*** Opening Records shown ***

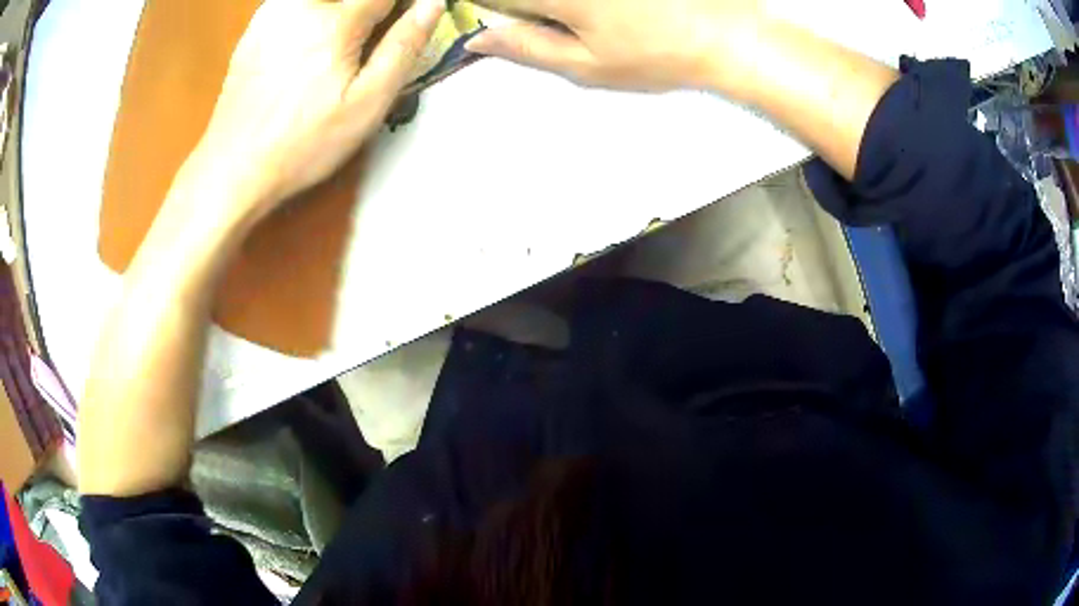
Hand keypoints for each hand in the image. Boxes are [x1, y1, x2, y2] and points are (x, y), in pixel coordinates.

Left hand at [193, 0, 443, 228]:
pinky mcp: (256, 24)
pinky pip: (297, 3)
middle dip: (370, 9)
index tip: (404, 23)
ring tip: (340, 47)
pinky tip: (310, 40)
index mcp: (336, 21)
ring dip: (341, 11)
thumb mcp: (366, 104)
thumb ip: (403, 47)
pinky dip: (314, 13)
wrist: (234, 165)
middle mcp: (303, 5)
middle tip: (368, 40)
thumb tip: (431, 4)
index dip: (403, 5)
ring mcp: (274, 12)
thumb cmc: (303, 143)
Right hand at [464, 0, 764, 96]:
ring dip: (563, 7)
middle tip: (567, 20)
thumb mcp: (587, 66)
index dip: (493, 7)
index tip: (517, 19)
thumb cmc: (659, 56)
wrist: (729, 35)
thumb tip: (478, 39)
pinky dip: (591, 6)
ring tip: (604, 21)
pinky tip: (617, 14)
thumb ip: (526, 47)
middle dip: (530, 7)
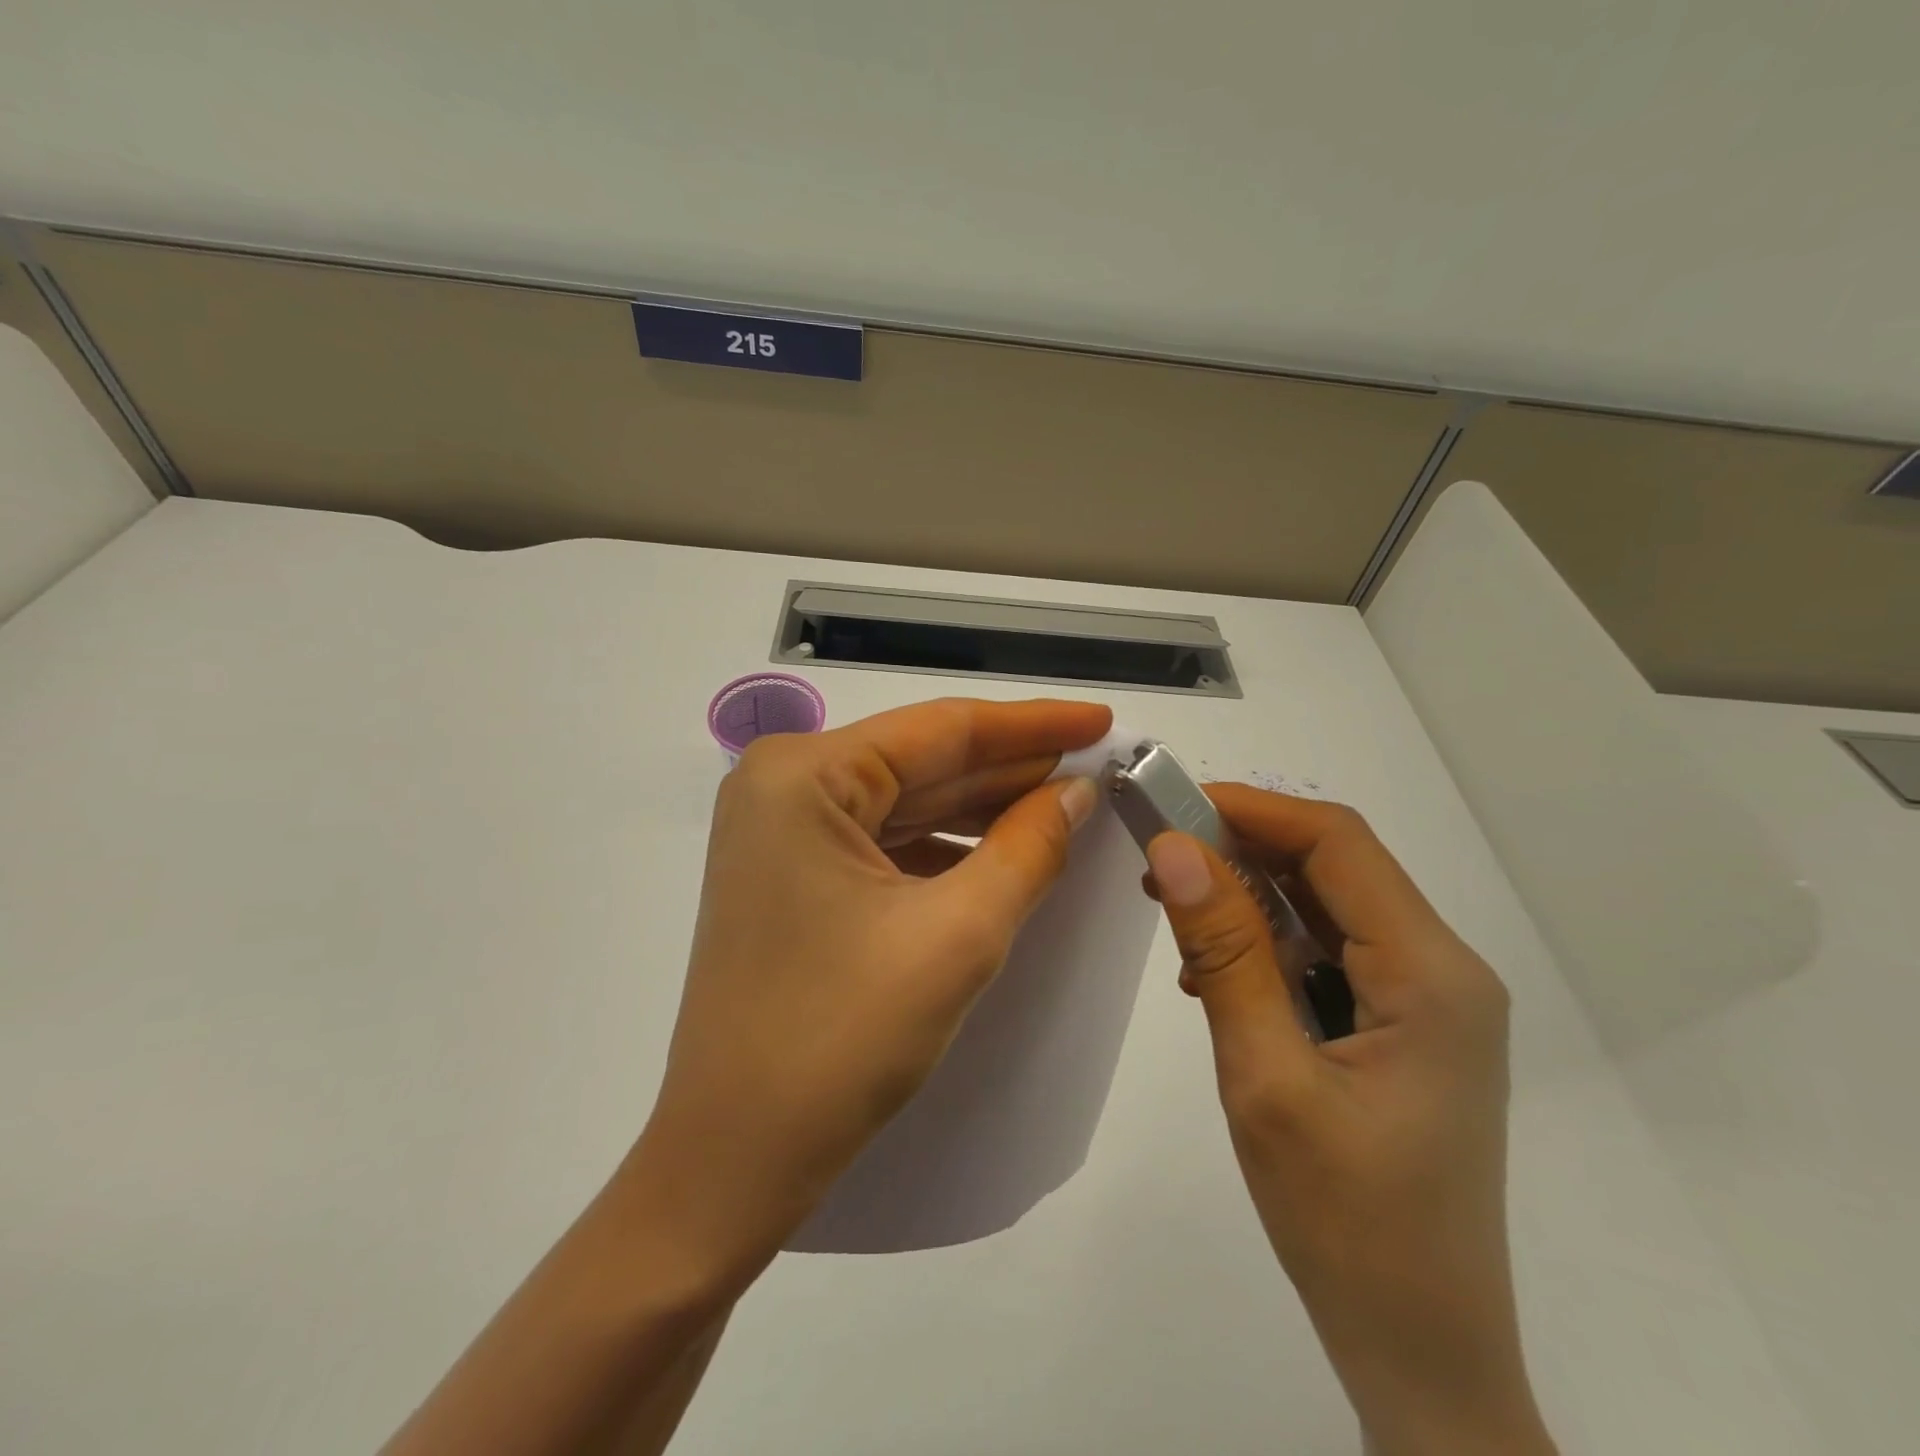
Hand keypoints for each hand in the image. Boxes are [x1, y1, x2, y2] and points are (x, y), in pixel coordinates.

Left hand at [386, 698, 1108, 1455]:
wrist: (735, 1157)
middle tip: (1097, 762)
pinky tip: (1005, 849)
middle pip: (922, 762)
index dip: (1031, 724)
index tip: (1102, 718)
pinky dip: (947, 846)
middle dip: (1012, 767)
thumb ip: (1029, 848)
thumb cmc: (841, 1039)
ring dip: (984, 807)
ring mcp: (783, 831)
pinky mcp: (793, 875)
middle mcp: (784, 785)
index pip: (940, 729)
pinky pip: (886, 841)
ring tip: (1068, 803)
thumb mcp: (957, 935)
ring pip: (907, 802)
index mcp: (804, 775)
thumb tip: (1078, 792)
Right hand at [1144, 785, 1553, 1455]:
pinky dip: (1266, 943)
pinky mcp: (1403, 1026)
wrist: (1418, 1352)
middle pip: (1334, 866)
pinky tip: (1215, 976)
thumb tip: (1174, 849)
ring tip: (1173, 912)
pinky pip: (1327, 951)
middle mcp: (1441, 969)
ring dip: (1247, 896)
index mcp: (1430, 974)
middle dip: (1241, 848)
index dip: (1250, 808)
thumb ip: (1223, 952)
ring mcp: (1427, 999)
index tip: (1169, 806)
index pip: (1337, 843)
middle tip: (1156, 857)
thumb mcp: (1266, 1076)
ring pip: (1326, 906)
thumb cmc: (1345, 1222)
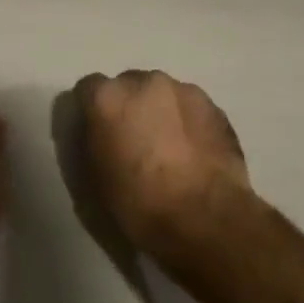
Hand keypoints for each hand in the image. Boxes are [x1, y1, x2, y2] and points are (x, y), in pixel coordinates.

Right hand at [73, 70, 255, 274]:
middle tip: (134, 140)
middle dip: (128, 106)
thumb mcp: (96, 174)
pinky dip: (187, 122)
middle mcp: (145, 82)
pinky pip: (190, 108)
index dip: (92, 110)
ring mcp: (185, 91)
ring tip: (169, 148)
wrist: (205, 220)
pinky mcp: (215, 107)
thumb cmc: (139, 202)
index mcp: (109, 98)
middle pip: (129, 86)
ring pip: (163, 94)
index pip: (88, 88)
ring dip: (160, 112)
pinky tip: (192, 152)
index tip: (97, 132)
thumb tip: (104, 132)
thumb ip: (95, 139)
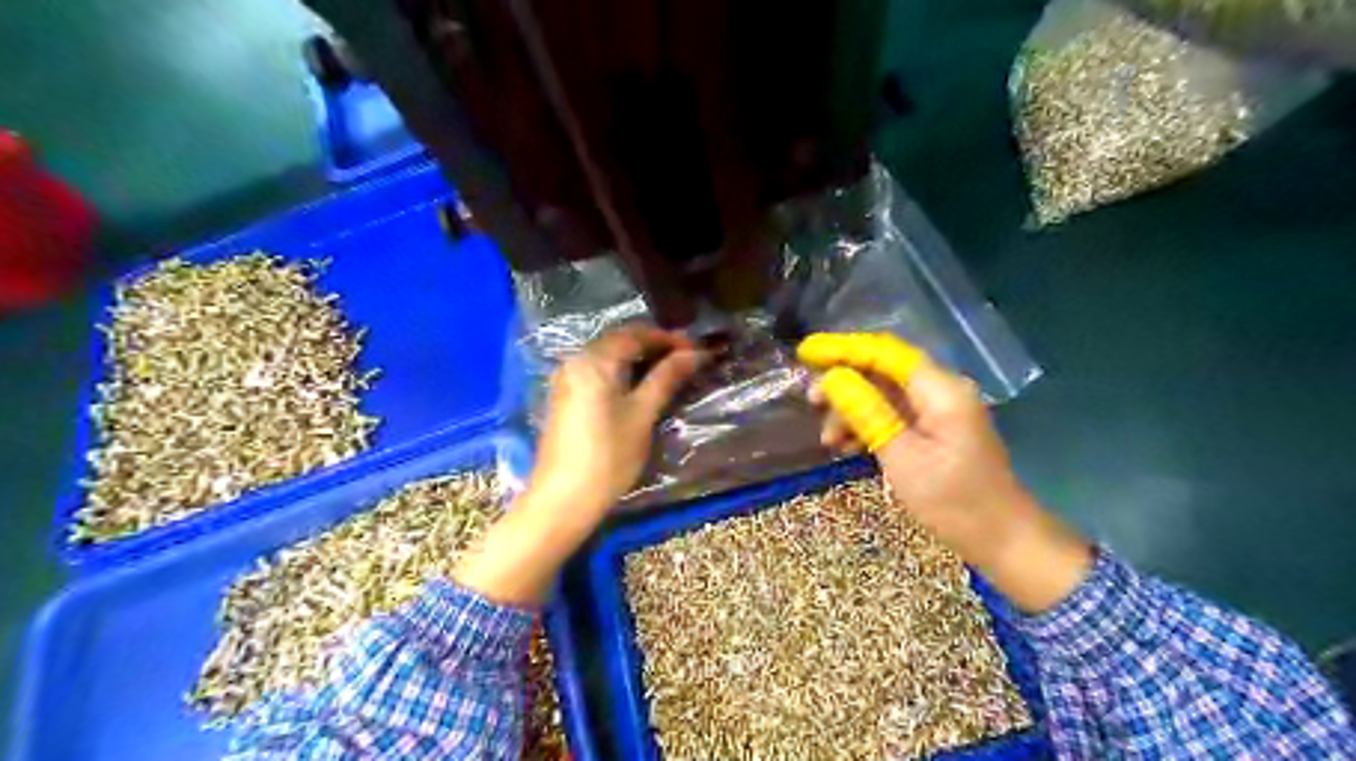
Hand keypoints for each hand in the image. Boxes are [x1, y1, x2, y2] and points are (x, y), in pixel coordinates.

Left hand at [457, 327, 711, 606]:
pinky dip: (622, 372)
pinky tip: (640, 386)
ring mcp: (566, 379)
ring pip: (608, 356)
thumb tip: (695, 353)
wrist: (562, 500)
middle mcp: (575, 360)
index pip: (636, 334)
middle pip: (620, 341)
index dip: (670, 338)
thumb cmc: (608, 456)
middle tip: (687, 359)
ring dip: (639, 358)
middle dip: (654, 345)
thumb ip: (667, 378)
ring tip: (670, 371)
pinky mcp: (564, 397)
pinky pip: (597, 372)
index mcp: (594, 360)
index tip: (698, 349)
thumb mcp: (643, 414)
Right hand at [803, 334, 1088, 612]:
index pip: (884, 352)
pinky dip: (868, 425)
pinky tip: (847, 446)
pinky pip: (894, 415)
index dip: (842, 348)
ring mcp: (940, 411)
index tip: (805, 353)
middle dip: (843, 382)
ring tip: (828, 439)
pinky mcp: (936, 430)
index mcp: (940, 390)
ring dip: (852, 409)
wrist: (1003, 540)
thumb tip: (832, 378)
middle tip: (810, 401)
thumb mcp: (901, 457)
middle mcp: (942, 390)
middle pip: (883, 370)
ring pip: (885, 394)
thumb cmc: (953, 502)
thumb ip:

*** Closing Records shown ***

* [Exercise details] Using the data above, set down each line from the line with "ring tip: (604, 21)" to the line with "thumb ip: (95, 139)" exactly, both ends included, and leave the pictures behind. Nothing else belongs.

* [Answer to this problem]
ring tip: (604, 21)
pinky tip: (617, 14)
thumb ip: (526, 47)
middle dip: (530, 7)
Hand keypoints for each hand in the image. Boxes are [x1, y1, x2, y2] and points are (x, y), in pixel coordinates.

Left hand at [386, 698, 1108, 1455]:
wrist: (735, 1157)
middle tip: (1097, 762)
pinky tip: (1005, 849)
middle pip: (922, 762)
index dip: (1031, 724)
index tip: (1102, 718)
pinky dip: (947, 846)
middle dip: (1012, 767)
thumb ip: (1029, 848)
thumb cmc: (841, 1039)
ring dip: (984, 807)
ring mcp: (783, 831)
pinky mcp: (793, 875)
middle mcp: (784, 785)
index pip: (940, 729)
pinky pip: (886, 841)
ring tip: (1068, 803)
thumb mcp: (957, 935)
ring pip: (907, 802)
index mcp: (804, 775)
thumb tip: (1078, 792)
Right hand at [1144, 785, 1553, 1455]:
pinky dip: (1266, 943)
pinky mcp: (1403, 1026)
wrist: (1418, 1352)
middle pip: (1334, 866)
pinky tip: (1215, 976)
thumb tip: (1174, 849)
ring tip: (1173, 912)
pinky pip: (1327, 951)
middle mcp: (1441, 969)
ring dip: (1247, 896)
index mcp: (1430, 974)
middle dip: (1241, 848)
index dip: (1250, 808)
thumb ip: (1223, 952)
ring mcp: (1427, 999)
index tip: (1169, 806)
index pip: (1337, 843)
middle tip: (1156, 857)
thumb mcp: (1266, 1076)
ring pip: (1326, 906)
thumb cmc: (1345, 1222)
Hand keypoints for each hand in the image. Boxes are [x1, y1, x2, y2] and points are (x, y), in pixel coordinates.

Right hand at [73, 70, 255, 274]:
middle tip: (134, 140)
middle dip: (128, 106)
thumb mcp: (96, 174)
pinky dip: (187, 122)
middle mcp: (145, 82)
pinky pip: (190, 108)
index dip: (92, 110)
ring mcp: (185, 91)
ring tip: (169, 148)
wrist: (205, 220)
pinky mcp: (215, 107)
thumb cmc: (139, 202)
index mcp: (109, 98)
middle pip: (129, 86)
ring pip: (163, 94)
index pip: (88, 88)
ring dip: (160, 112)
pinky tip: (192, 152)
index tip: (97, 132)
thumb tip: (104, 132)
thumb ip: (95, 139)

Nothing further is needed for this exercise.